A data mart is a structure/access pattern specific to data warehouse environments. The data mart is a subset of the data warehouse that focuses on a specific business line, department, subject area, or team. Whereas data warehouses have an enterprise-wide depth, the information in data marts pertains to a single department. In some deployments, each department or business unit is considered the owner of its data mart, including all the hardware, software, and data. This enables each department to isolate the use, manipulation, and development of its data. In other deployments where conformed dimensions are used, this business unit ownership will not hold true for shared dimensions like customer, product, etc.

Warehouses and data marts are built because the information in the database is not organized in a way that makes it readily accessible. This organization requires queries that are too complicated, difficult to access, or resource-intensive.

While transactional databases are designed to be updated, data warehouses or marts are read-only. Data warehouses are designed to access large groups of related records. Data marts improve end-user response time by allowing users to have access to the specific type of data they need to view most often, by providing the data in a way that supports the collective view of a group of users.
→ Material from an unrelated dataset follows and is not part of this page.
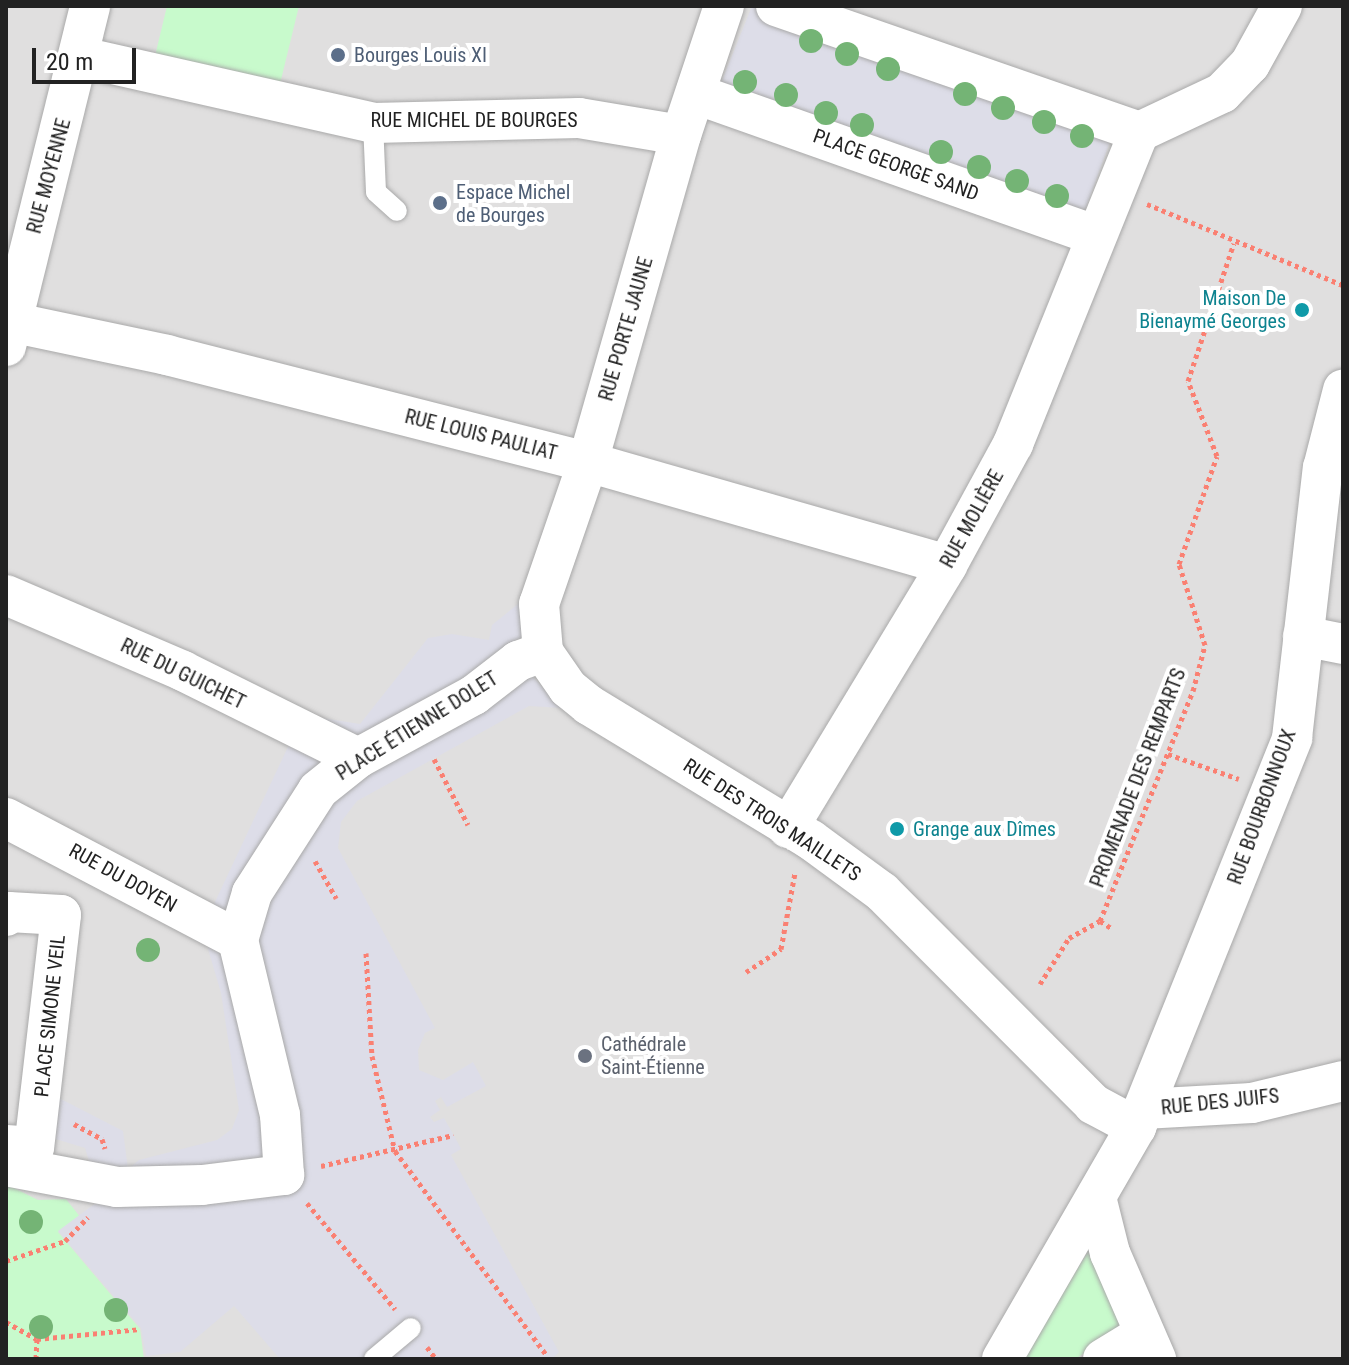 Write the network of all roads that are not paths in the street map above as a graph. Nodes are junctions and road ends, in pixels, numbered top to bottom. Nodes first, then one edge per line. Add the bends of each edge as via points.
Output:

A data mart is basically a condensed and more focused version of a data warehouse that reflects the regulations and process specifications of each business unit within an organization. Each data mart is dedicated to a specific business function or region. This subset of data may span across many or all of an enterprise's functional subject areas. It is common for multiple data marts to be used in order to serve the needs of each individual business unit (different data marts can be used to obtain specific information for various enterprise departments, such as accounting, marketing, sales, etc.).

The related term spreadmart is a pejorative describing the situation that occurs when one or more business analysts develop a system of linked spreadsheets to perform a business analysis, then grow it to a size and degree of complexity that makes it nearly impossible to maintain.

==Data mart vs data warehouse==
=== Data mart ===
- Scope. Department- or subject-specific subset designed to meet the analytics needs of a line of business (e.g., Sales, Finance, Marketing).
- Level of detail. May contain detailed or aggregated data restricted to the subject area.
- Sourcing. Can be dependent (sourced from the enterprise data warehouse) or independent (sourced directly from operational/external systems).
- Modeling. Commonly implemented as a dimensional model (star schema) for ease of use in analytics.

=== Data warehouse ===
- Scope. Enterprise-wide repository integrating data across multiple subject areas to support decision-making.
- Characteristics. Subject-oriented, integrated, time-variant and non-volatile; typically stores detailed historical data and feeds dimensional models for analytics.
- Integration. Provides consistency across processes via shared, conformed dimensions in a bus architecture when implementing dimensional models.

=== Relationship ===
- A data warehouse offers an organization-wide, integrated foundation, while data marts provide focused delivery for specific teams. In the Kimball approach, conformed dimensions align marts so they can be combined consistently across processes.

== Dependent data mart ==
According to the Inmon school of data warehousing, a dependent data mart is a logical subset (view) or a physical subset (extract) of a larger data warehouse, isolated for one of the following reasons:

- A need refreshment for a special data model or schema: e.g., to restructure for OLAP.
- Performance: to offload the data mart to a separate computer for greater efficiency or to eliminate the need to manage that workload on the centralized data warehouse.
- Security: to separate an authorized data subset selectively.
- Expediency: to bypass the data governance and authorizations required to incorporate a new application on the Enterprise Data Warehouse.
- Proving Ground: to demonstrate the viability and ROI (return on investment) potential of an application prior to migrating it to the Enterprise Data Warehouse.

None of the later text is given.